At the same time, I think his decision making needs to improve within the read-option. He is far from mastering the execution in the read-option and many times I feel that he has his “read” predetermined. It didn’t always end in a poor result, but I think a lot of that has to do with the ability of LeSean McCoy. There were a number of opportunities in the first half where Vick would have had more success holding onto the ball. In the fourth quarter, I thought he made some terrific decisions to keep the ball. He needs to become more consistent.
Additionally, he still has room for improvement in reading the blitz at the line. This is something he has struggled with for a long time. There has been a lot of talk about how much film Vick has watched over the offseason. I’m hoping that this trend has continued this week and that he’s spending a lot of time with his coaches in reading the defense. The Chargers have openly admitted that they will try to attack him, so I hope he’s prepared.

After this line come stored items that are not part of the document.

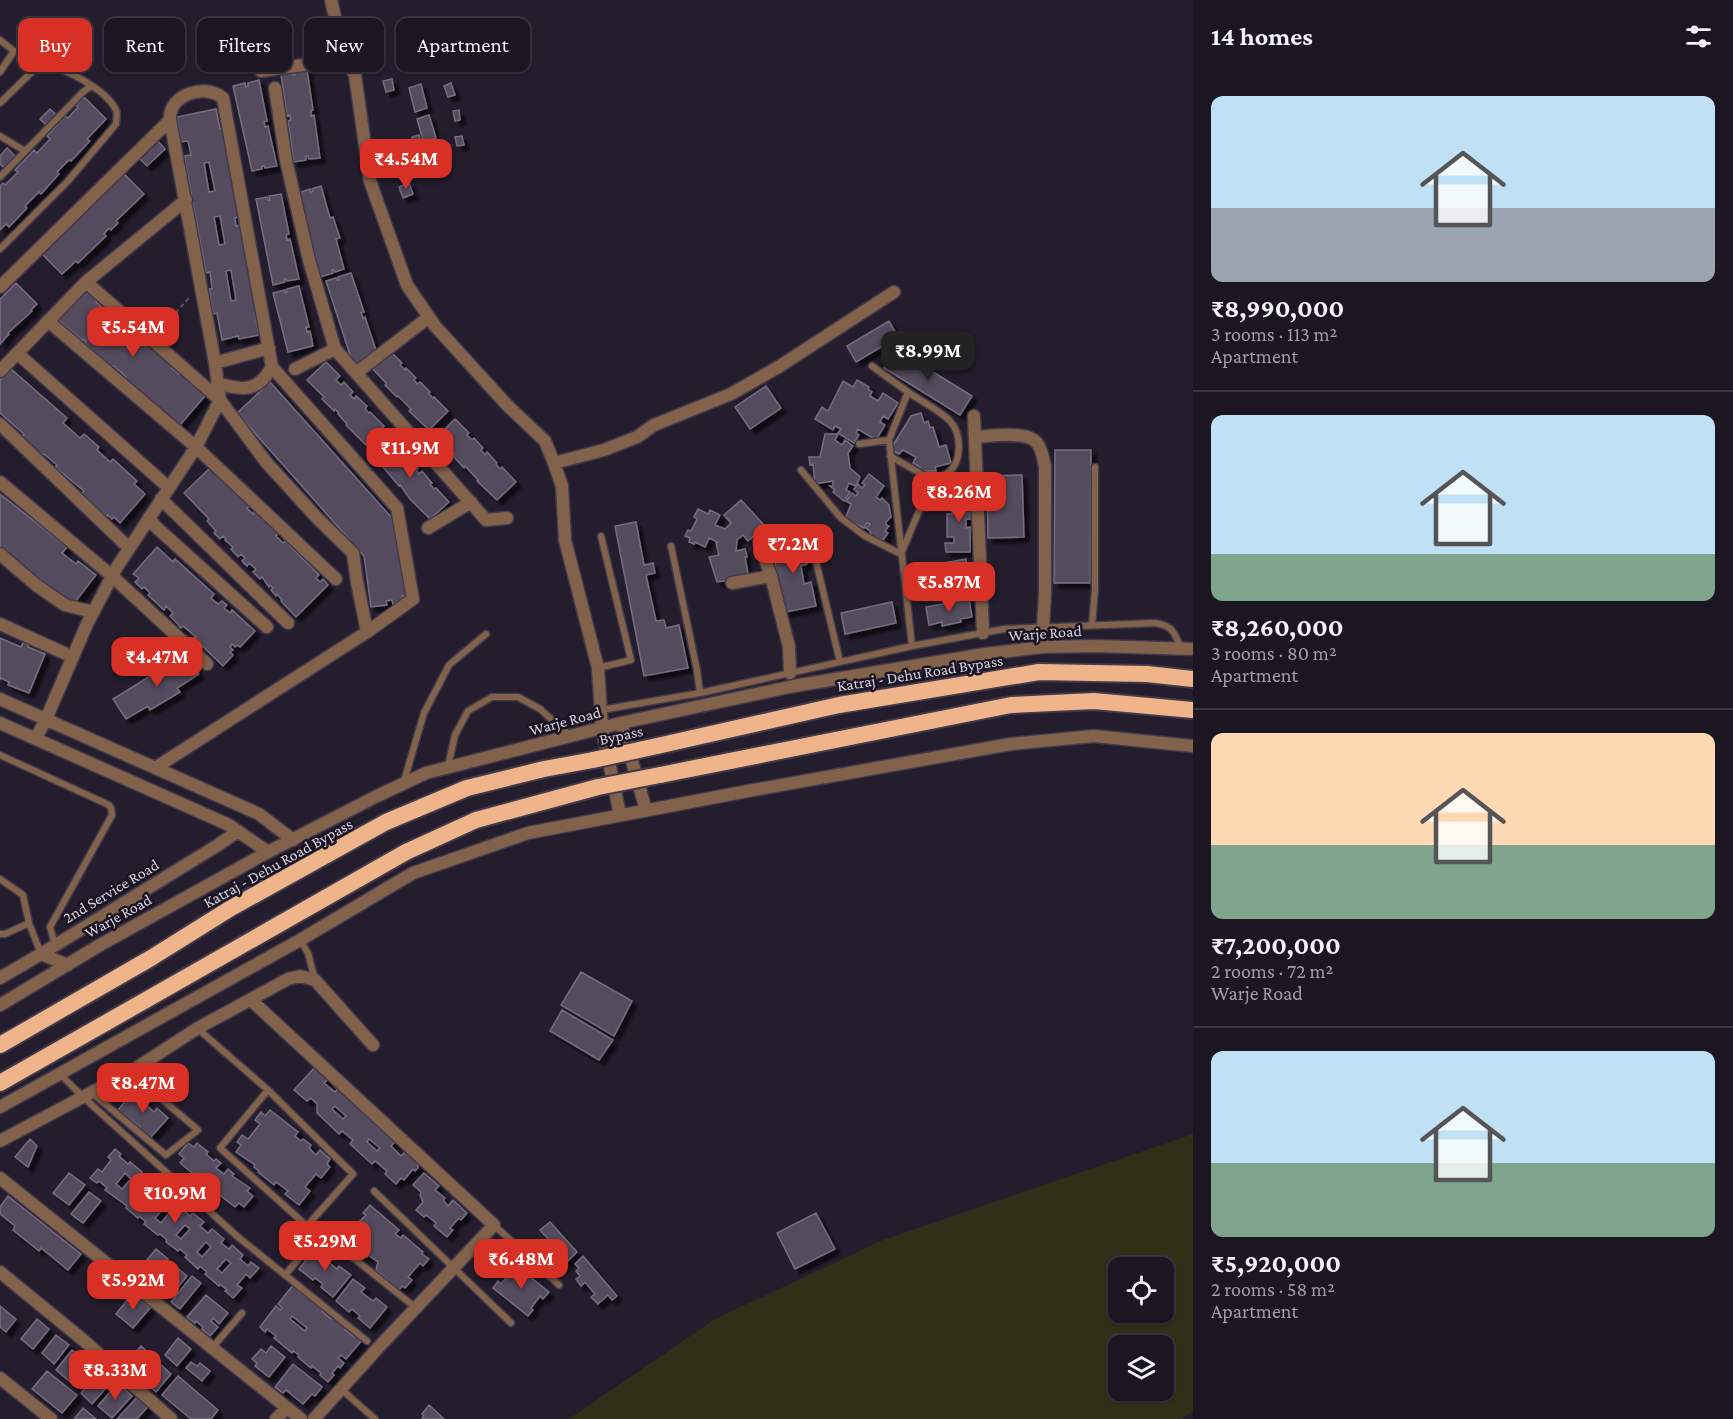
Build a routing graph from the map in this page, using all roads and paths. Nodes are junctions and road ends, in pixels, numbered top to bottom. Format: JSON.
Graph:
{"nodes":[{"id":1,"x":331,"y":0,"type":"edge"},
{"id":2,"x":335,"y":18,"type":"edge"},
{"id":3,"x":0,"y":40,"type":"edge"},
{"id":4,"x":0,"y":72,"type":"edge"},
{"id":5,"x":353,"y":72,"type":"edge"},
{"id":6,"x":92,"y":86,"type":"junction"},
{"id":7,"x":275,"y":88,"type":"dead end"},
{"id":8,"x":0,"y":103,"type":"edge"},
{"id":9,"x":170,"y":120,"type":"junction"},
{"id":10,"x":0,"y":136,"type":"edge"},
{"id":11,"x":25,"y":151,"type":"junction"},
{"id":12,"x":0,"y":177,"type":"edge"},
{"id":13,"x":186,"y":200,"type":"junction"},
{"id":14,"x":0,"y":249,"type":"edge"},
{"id":15,"x":86,"y":282,"type":"junction"},
{"id":16,"x":201,"y":285,"type":"junction"},
{"id":17,"x":0,"y":287,"type":"edge"},
{"id":18,"x":894,"y":292,"type":"dead end"},
{"id":19,"x":429,"y":316,"type":"junction"},
{"id":20,"x":48,"y":321,"type":"junction"},
{"id":21,"x":150,"y":339,"type":"junction"},
{"id":22,"x":269,"y":348,"type":"junction"},
{"id":23,"x":335,"y":349,"type":"junction"},
{"id":24,"x":17,"y":353,"type":"junction"},
{"id":25,"x":215,"y":363,"type":"junction"},
{"id":26,"x":872,"y":366,"type":"dead end"},
{"id":27,"x":272,"y":367,"type":"junction"},
{"id":28,"x":295,"y":369,"type":"dead end"},
{"id":29,"x":0,"y":371,"type":"edge"},
{"id":30,"x":356,"y":373,"type":"junction"},
{"id":31,"x":218,"y":383,"type":"junction"},
{"id":32,"x":908,"y":392,"type":"junction"},
{"id":33,"x":220,"y":400,"type":"junction"},
{"id":34,"x":974,"y":416,"type":"dead end"},
{"id":35,"x":0,"y":424,"type":"edge"},
{"id":36,"x":975,"y":437,"type":"junction"},
{"id":37,"x":889,"y":440,"type":"junction"},
{"id":38,"x":860,"y":444,"type":"dead end"},
{"id":39,"x":196,"y":447,"type":"junction"},
{"id":40,"x":890,"y":456,"type":"junction"},
{"id":41,"x":554,"y":463,"type":"junction"},
{"id":42,"x":1095,"y":466,"type":"dead end"},
{"id":43,"x":801,"y":471,"type":"dead end"},
{"id":44,"x":932,"y":480,"type":"junction"},
{"id":45,"x":0,"y":482,"type":"edge"},
{"id":46,"x":168,"y":487,"type":"junction"},
{"id":47,"x":161,"y":499,"type":"junction"},
{"id":48,"x":471,"y":502,"type":"junction"},
{"id":49,"x":149,"y":517,"type":"junction"},
{"id":50,"x":507,"y":518,"type":"dead end"},
{"id":51,"x":428,"y":528,"type":"dead end"},
{"id":52,"x":601,"y":536,"type":"dead end"},
{"id":53,"x":759,"y":542,"type":"dead end"},
{"id":54,"x":671,"y":546,"type":"dead end"},
{"id":55,"x":129,"y":548,"type":"junction"},
{"id":56,"x":814,"y":553,"type":"dead end"},
{"id":57,"x":0,"y":554,"type":"edge"},
{"id":58,"x":901,"y":554,"type":"junction"},
{"id":59,"x":112,"y":576,"type":"junction"},
{"id":60,"x":771,"y":576,"type":"junction"},
{"id":61,"x":336,"y":579,"type":"dead end"},
{"id":62,"x":732,"y":583,"type":"dead end"},
{"id":63,"x":93,"y":612,"type":"junction"},
{"id":64,"x":288,"y":623,"type":"dead end"},
{"id":65,"x":0,"y":624,"type":"edge"},
{"id":66,"x":1092,"y":625,"type":"junction"},
{"id":67,"x":267,"y":627,"type":"dead end"},
{"id":68,"x":1042,"y":627,"type":"junction"},
{"id":69,"x":367,"y":632,"type":"junction"},
{"id":70,"x":983,"y":633,"type":"junction"},
{"id":71,"x":486,"y":634,"type":"dead end"},
{"id":72,"x":912,"y":646,"type":"junction"},
{"id":73,"x":1187,"y":649,"type":"edge"},
{"id":74,"x":73,"y":657,"type":"junction"},
{"id":75,"x":840,"y":662,"type":"junction"},
{"id":76,"x":207,"y":664,"type":"dead end"},
{"id":77,"x":598,"y":669,"type":"junction"},
{"id":78,"x":790,"y":673,"type":"junction"},
{"id":79,"x":1193,"y":679,"type":"edge"},
{"id":80,"x":700,"y":693,"type":"junction"},
{"id":81,"x":0,"y":699,"type":"edge"},
{"id":82,"x":601,"y":710,"type":"junction"},
{"id":83,"x":1193,"y":710,"type":"edge"},
{"id":84,"x":46,"y":719,"type":"junction"},
{"id":85,"x":0,"y":723,"type":"edge"},
{"id":86,"x":621,"y":723,"type":"junction"},
{"id":87,"x":602,"y":728,"type":"junction"},
{"id":88,"x":570,"y":737,"type":"junction"},
{"id":89,"x":36,"y":738,"type":"junction"},
{"id":90,"x":657,"y":746,"type":"joint"},
{"id":91,"x":1193,"y":746,"type":"edge"},
{"id":92,"x":0,"y":755,"type":"edge"},
{"id":93,"x":593,"y":760,"type":"joint"},
{"id":94,"x":155,"y":768,"type":"junction"},
{"id":95,"x":448,"y":768,"type":"junction"},
{"id":96,"x":403,"y":784,"type":"junction"},
{"id":97,"x":646,"y":810,"type":"junction"},
{"id":98,"x":620,"y":815,"type":"junction"},
{"id":99,"x":238,"y":831,"type":"junction"},
{"id":100,"x":293,"y":840,"type":"junction"},
{"id":101,"x":268,"y":852,"type":"junction"},
{"id":102,"x":0,"y":879,"type":"edge"},
{"id":103,"x":29,"y":922,"type":"junction"},
{"id":104,"x":0,"y":934,"type":"edge"},
{"id":105,"x":300,"y":940,"type":"junction"},
{"id":106,"x":55,"y":945,"type":"junction"},
{"id":107,"x":41,"y":954,"type":"junction"},
{"id":108,"x":68,"y":965,"type":"junction"},
{"id":109,"x":0,"y":978,"type":"edge"},
{"id":110,"x":315,"y":980,"type":"junction"},
{"id":111,"x":251,"y":1000,"type":"junction"},
{"id":112,"x":0,"y":1005,"type":"edge"},
{"id":113,"x":198,"y":1028,"type":"junction"},
{"id":114,"x":0,"y":1045,"type":"edge"},
{"id":115,"x":373,"y":1045,"type":"dead end"},
{"id":116,"x":130,"y":1072,"type":"junction"},
{"id":117,"x":60,"y":1074,"type":"junction"},
{"id":118,"x":0,"y":1083,"type":"edge"},
{"id":119,"x":268,"y":1090,"type":"junction"},
{"id":120,"x":87,"y":1095,"type":"junction"},
{"id":121,"x":0,"y":1107,"type":"edge"},
{"id":122,"x":0,"y":1141,"type":"edge"},
{"id":123,"x":0,"y":1178,"type":"edge"},
{"id":124,"x":374,"y":1191,"type":"dead end"},
{"id":125,"x":494,"y":1225,"type":"junction"},
{"id":126,"x":454,"y":1268,"type":"junction"},
{"id":127,"x":0,"y":1272,"type":"edge"},
{"id":128,"x":285,"y":1275,"type":"junction"},
{"id":129,"x":559,"y":1286,"type":"dead end"},
{"id":130,"x":416,"y":1308,"type":"junction"},
{"id":131,"x":242,"y":1313,"type":"dead end"},
{"id":132,"x":511,"y":1323,"type":"dead end"},
{"id":133,"x":367,"y":1341,"type":"dead end"},
{"id":134,"x":212,"y":1348,"type":"junction"},
{"id":135,"x":0,"y":1378,"type":"edge"},
{"id":136,"x":341,"y":1389,"type":"junction"},
{"id":137,"x":287,"y":1408,"type":"junction"},
{"id":138,"x":51,"y":1419,"type":"edge"},
{"id":139,"x":171,"y":1419,"type":"edge"},
{"id":140,"x":276,"y":1419,"type":"edge"},
{"id":141,"x":301,"y":1419,"type":"edge"},
{"id":142,"x":314,"y":1419,"type":"edge"},
{"id":143,"x":375,"y":1419,"type":"edge"}],
"edges":[{"from":1,"to":2,"type":"street"},
{"from":3,"to":4,"type":"lane"},
{"from":5,"to":19,"type":"street"},
{"from":6,"to":8,"type":"lane"},
{"from":6,"to":11,"type":"lane"},
{"from":6,"to":14,"type":"lane"},
{"from":7,"to":23,"type":"street"},
{"from":9,"to":13,"type":"street"},
{"from":9,"to":17,"type":"street"},
{"from":9,"to":22,"type":"street"},
{"from":10,"to":11,"type":"lane"},
{"from":11,"to":12,"type":"lane"},
{"from":13,"to":15,"type":"street"},
{"from":13,"to":16,"type":"street"},
{"from":15,"to":20,"type":"street"},
{"from":15,"to":21,"type":"street"},
{"from":16,"to":21,"type":"path"},
{"from":16,"to":25,"type":"street"},
{"from":18,"to":41,"type":"street"},
{"from":19,"to":30,"type":"street"},
{"from":19,"to":41,"type":"street"},
{"from":20,"to":24,"type":"street"},
{"from":20,"to":39,"type":"street"},
{"from":21,"to":33,"type":"street"},
{"from":22,"to":25,"type":"street"},
{"from":22,"to":27,"type":"street"},
{"from":23,"to":28,"type":"street"},
{"from":23,"to":30,"type":"street"},
{"from":24,"to":29,"type":"street"},
{"from":24,"to":46,"type":"street"},
{"from":25,"to":31,"type":"street"},
{"from":26,"to":32,"type":"lane"},
{"from":27,"to":31,"type":"street"},
{"from":27,"to":69,"type":"street"},
{"from":30,"to":48,"type":"street"},
{"from":31,"to":33,"type":"street"},
{"from":32,"to":37,"type":"lane"},
{"from":32,"to":44,"type":"lane"},
{"from":33,"to":39,"type":"street"},
{"from":33,"to":69,"type":"street"},
{"from":34,"to":36,"type":"street"},
{"from":35,"to":55,"type":"street"},
{"from":36,"to":68,"type":"street"},
{"from":36,"to":70,"type":"street"},
{"from":37,"to":38,"type":"lane"},
{"from":37,"to":40,"type":"lane"},
{"from":39,"to":46,"type":"street"},
{"from":39,"to":61,"type":"street"},
{"from":40,"to":44,"type":"lane"},
{"from":40,"to":58,"type":"lane"},
{"from":41,"to":77,"type":"street"},
{"from":42,"to":66,"type":"lane"},
{"from":43,"to":58,"type":"lane"},
{"from":44,"to":58,"type":"lane"},
{"from":45,"to":59,"type":"street"},
{"from":46,"to":47,"type":"street"},
{"from":47,"to":49,"type":"street"},
{"from":47,"to":64,"type":"street"},
{"from":48,"to":50,"type":"street"},
{"from":48,"to":51,"type":"street"},
{"from":49,"to":55,"type":"street"},
{"from":49,"to":67,"type":"street"},
{"from":52,"to":77,"type":"lane"},
{"from":53,"to":60,"type":"street"},
{"from":54,"to":80,"type":"lane"},
{"from":55,"to":59,"type":"street"},
{"from":56,"to":75,"type":"lane"},
{"from":57,"to":63,"type":"street"},
{"from":58,"to":72,"type":"lane"},
{"from":59,"to":63,"type":"street"},
{"from":59,"to":76,"type":"street"},
{"from":60,"to":62,"type":"street"},
{"from":60,"to":78,"type":"street"},
{"from":63,"to":74,"type":"street"},
{"from":65,"to":74,"type":"street"},
{"from":66,"to":68,"type":"lane"},
{"from":66,"to":73,"type":"lane"},
{"from":68,"to":70,"type":"lane"},
{"from":69,"to":94,"type":"street"},
{"from":70,"to":72,"type":"lane"},
{"from":71,"to":96,"type":"lane"},
{"from":72,"to":75,"type":"lane"},
{"from":73,"to":86,"type":"street","name":"Warje Road"},
{"from":74,"to":84,"type":"street"},
{"from":75,"to":78,"type":"lane"},
{"from":77,"to":82,"type":"street"},
{"from":78,"to":80,"type":"lane"},
{"from":79,"to":90,"type":"highway","name":"Katraj - Dehu Road Bypass"},
{"from":80,"to":82,"type":"lane"},
{"from":81,"to":84,"type":"street"},
{"from":82,"to":87,"type":"street"},
{"from":83,"to":118,"type":"highway","bridge":true},
{"from":84,"to":89,"type":"street"},
{"from":84,"to":94,"type":"street"},
{"from":85,"to":89,"type":"street"},
{"from":86,"to":87,"type":"street","name":"Warje Road"},
{"from":86,"to":97,"type":"street"},
{"from":87,"to":88,"type":"street","name":"Warje Road"},
{"from":87,"to":98,"type":"street"},
{"from":88,"to":95,"type":"street","name":"Warje Road"},
{"from":88,"to":95,"type":"lane"},
{"from":89,"to":99,"type":"street"},
{"from":90,"to":93,"type":"highway","name":"Bypass","bridge":true},
{"from":91,"to":97,"type":"street"},
{"from":92,"to":106,"type":"lane"},
{"from":93,"to":114,"type":"highway","name":"Katraj - Dehu Road Bypass"},
{"from":94,"to":100,"type":"street"},
{"from":95,"to":96,"type":"street","name":"Warje Road"},
{"from":96,"to":100,"type":"street","name":"Warje Road"},
{"from":97,"to":98,"type":"street"},
{"from":98,"to":105,"type":"street"},
{"from":99,"to":101,"type":"street"},
{"from":99,"to":106,"type":"street","name":"2nd Service Road"},
{"from":100,"to":101,"type":"street","name":"Warje Road"},
{"from":101,"to":108,"type":"street","name":"Warje Road"},
{"from":102,"to":103,"type":"lane"},
{"from":103,"to":104,"type":"lane"},
{"from":103,"to":107,"type":"lane"},
{"from":105,"to":110,"type":"lane"},
{"from":105,"to":117,"type":"street"},
{"from":106,"to":107,"type":"street","name":"2nd Service Road"},
{"from":107,"to":108,"type":"street"},
{"from":107,"to":109,"type":"street","name":"2nd Service Road"},
{"from":108,"to":112,"type":"street","name":"Warje Road"},
{"from":110,"to":111,"type":"street"},
{"from":110,"to":115,"type":"street"},
{"from":111,"to":113,"type":"street"},
{"from":111,"to":125,"type":"street"},
{"from":113,"to":116,"type":"street"},
{"from":113,"to":119,"type":"lane"},
{"from":116,"to":120,"type":"street"},
{"from":116,"to":120,"type":"lane"},
{"from":117,"to":120,"type":"lane"},
{"from":117,"to":121,"type":"street"},
{"from":119,"to":119,"type":"lane"},
{"from":120,"to":122,"type":"street"},
{"from":120,"to":128,"type":"lane"},
{"from":123,"to":134,"type":"street"},
{"from":124,"to":126,"type":"lane"},
{"from":125,"to":126,"type":"street"},
{"from":125,"to":129,"type":"lane"},
{"from":126,"to":130,"type":"street"},
{"from":126,"to":132,"type":"lane"},
{"from":127,"to":139,"type":"street"},
{"from":128,"to":130,"type":"lane"},
{"from":128,"to":133,"type":"lane"},
{"from":130,"to":136,"type":"street"},
{"from":131,"to":134,"type":"lane"},
{"from":134,"to":137,"type":"street"},
{"from":135,"to":138,"type":"street"},
{"from":136,"to":142,"type":"street"},
{"from":136,"to":143,"type":"lane"},
{"from":137,"to":140,"type":"street"},
{"from":137,"to":141,"type":"street"}]}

2. Contributions from depth
As I checked my Twitter timeline during Monday’s game, I remember seeing a tweet from the Eagles account very early that all active players had entered the game with the exception of Nick Foles. I don’t remember exactly when it was, but I do remember thinking to myself that it seemed very early in the game to see a statistic like that. I think that speaks a lot about the Eagles current team.
With the fast paced offense, players are going to get fatigued. There’s no denying that. In order to continue to consistently play at that level, you need capable players who can substitute in on the fly and keep the offense performing at a high-level. I think we saw that to an extent on Monday night, but this needs to be a continuing trend. Guys like Bryce Brown and Chris Polk need to be ready to relieve LeSean McCoy and keep ripping off large chunks of yardage. Other players at the skill positions need to be able to do the same so the Eagles offense never has to take its foot off the gas.

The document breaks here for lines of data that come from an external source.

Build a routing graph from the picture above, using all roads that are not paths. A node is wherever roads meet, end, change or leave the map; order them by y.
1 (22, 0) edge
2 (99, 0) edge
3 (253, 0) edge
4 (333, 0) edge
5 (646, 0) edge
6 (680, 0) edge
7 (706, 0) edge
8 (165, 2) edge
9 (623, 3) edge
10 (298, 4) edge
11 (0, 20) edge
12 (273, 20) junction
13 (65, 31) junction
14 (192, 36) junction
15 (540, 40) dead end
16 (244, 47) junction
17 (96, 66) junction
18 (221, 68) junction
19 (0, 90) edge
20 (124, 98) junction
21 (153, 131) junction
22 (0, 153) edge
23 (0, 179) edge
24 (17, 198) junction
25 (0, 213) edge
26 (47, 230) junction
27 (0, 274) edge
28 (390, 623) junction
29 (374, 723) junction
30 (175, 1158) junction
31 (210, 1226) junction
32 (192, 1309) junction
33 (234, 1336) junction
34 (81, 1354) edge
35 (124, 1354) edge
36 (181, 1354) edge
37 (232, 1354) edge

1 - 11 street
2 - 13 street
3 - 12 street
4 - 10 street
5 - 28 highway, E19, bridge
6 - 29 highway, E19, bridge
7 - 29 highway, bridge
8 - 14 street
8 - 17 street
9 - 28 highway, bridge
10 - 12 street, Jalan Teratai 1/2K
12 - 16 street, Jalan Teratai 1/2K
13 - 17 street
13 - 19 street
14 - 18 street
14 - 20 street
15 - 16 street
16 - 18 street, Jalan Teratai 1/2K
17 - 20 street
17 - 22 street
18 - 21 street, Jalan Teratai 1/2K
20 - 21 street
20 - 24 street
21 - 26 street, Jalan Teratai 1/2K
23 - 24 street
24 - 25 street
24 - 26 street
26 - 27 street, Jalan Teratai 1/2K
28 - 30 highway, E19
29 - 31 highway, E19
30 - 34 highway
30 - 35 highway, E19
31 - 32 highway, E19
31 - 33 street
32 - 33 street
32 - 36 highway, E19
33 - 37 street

Defensively, the Eagles showed that they like to play an attacking style of defense and run a different number of formations. Although there are guys who are deemed “starters,” a large number of players on defense are going to see the field and need to be able to ready to attack and force turnovers. Just like the offense, the defense has to be ready to play with a high motor and not stop. To do this, the non-starters need to contribute.

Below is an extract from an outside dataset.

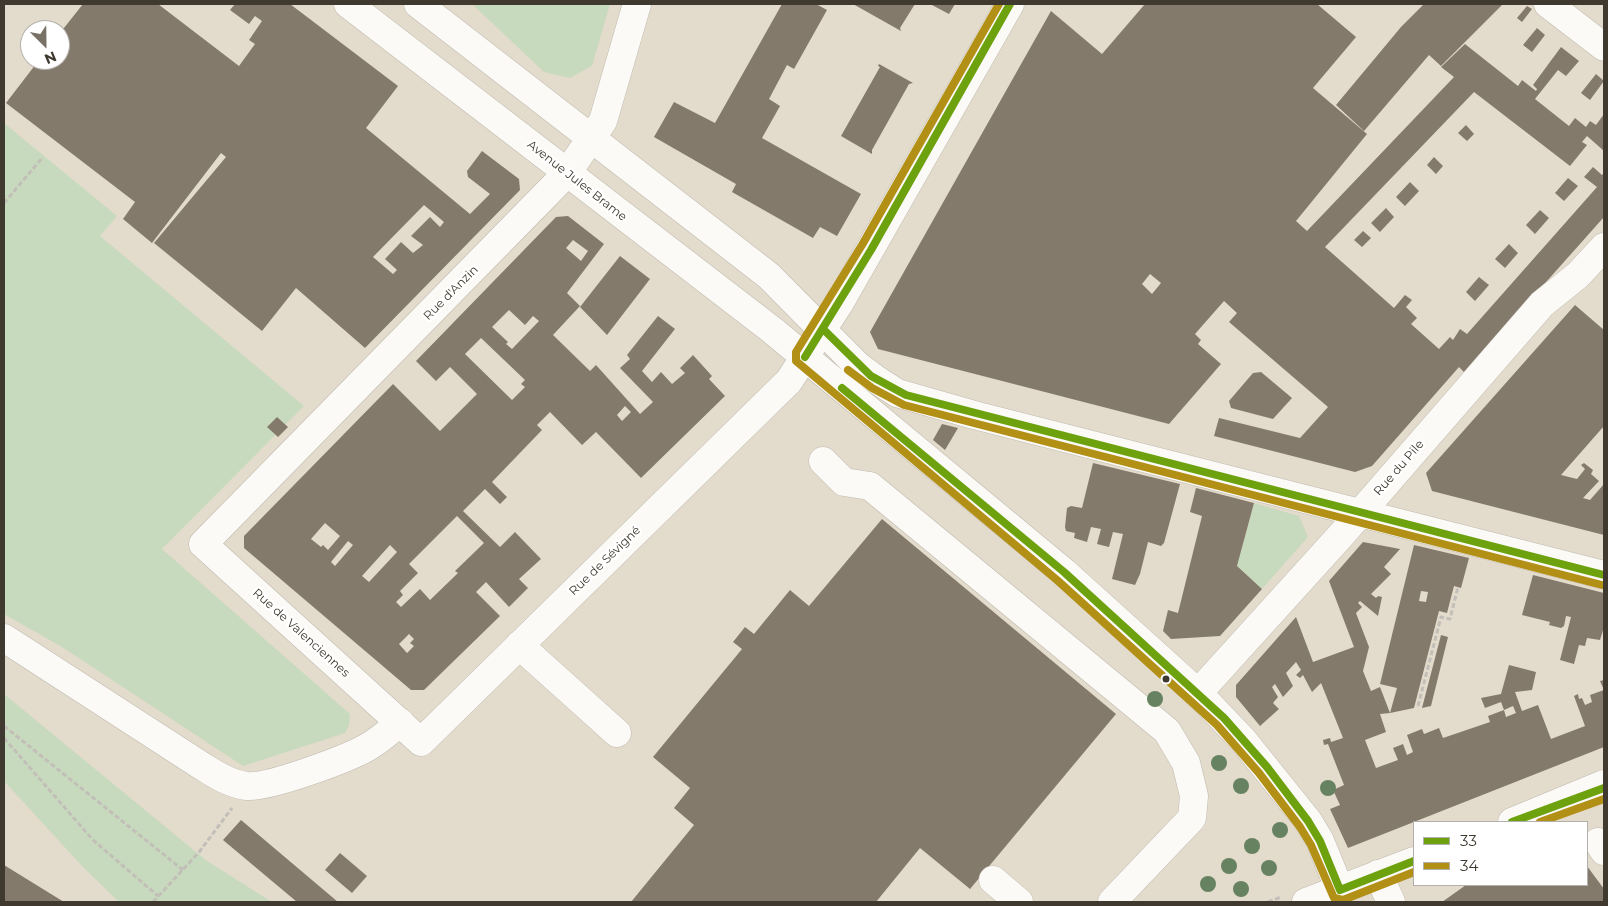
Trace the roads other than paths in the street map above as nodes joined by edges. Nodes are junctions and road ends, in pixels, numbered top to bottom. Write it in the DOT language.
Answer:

3. Consistent attack from defense
Much like the Eagles offense, we saw the Eagles defense turn away from their bread and butter that was giving them so much success in the first half. With a large lead at hand, the defense shifted from its attacking style to more of a prevent look. This allowed Robert Griffin III to get rolling and lead his offense down the field to put some points on the board.
It seemed like they were only interested in preventing any type of big play which the Redskins turned into an opportunity to consistently gain large chunks of yardage and move down the field. The change in the scheme allowed the Redskins to crawl back into a game which could have easily been put away.
On Sunday, the Eagles defense will face a quarterback who is far less mobile then RGIII. Philip Rivers is capable of slinging the rock, but by no means is he going to kill you with his legs. The Eagles need to keep this in mind as they game plan for Sunday. This is a quarterback who isn’t going to elude defenders if they are able to get to him. If they can continue their attack throughout the game, it will result in a long day for Rivers.
4. Win the turnover battle
This is something the Eagles didn’t do a whole lot last year. Instead they were on the very opposite end of the spectrum. What happens when you’re on that end? You lose 12 games. On Monday night, they showed the joys that can be experienced when your defense is forcing turnovers.
Come Sunday, the Eagles need to build off my third item to create turnovers. If they’re consistently getting to Rivers, he’s going to have to start forcing balls. Although there have been concerns about the Eagles secondary, they do have some athletes who have proved they can make plays on the ball. Getting the ball back in the hands of the offense is a great way to make the scoreboard uneven quickly.
If the defense is able to get the ball to Vick and the boys, they shouldn’t have trouble converting those opportunities into points.
5. High play from special teams
If you watched the Comcast Sports Net pregame show last week before the Redskins game, Ray Didinger spoke at length about the improvements he has seen from the Eagles special teams units. It looked liked they were out to prove him right with their performance against the Redskins.
Although I didn’t expect a Chip Kelly offense to ever punt the ball, they performed at an extremely high level in their coverage against the Skins. The coverage was also phenomenal in kickoffs. On the other end, the Eagles have shown that they have multiple return men who are more than capable. DeSean Jackson proved to be such a threat that the Redskins wouldn’t even punt to him.
The offense has shown that they can move down the field pretty quickly, but when that field is shorter it makes things even better. Football is a game of field position and when you can win that battle, it generally puts you on the winning end.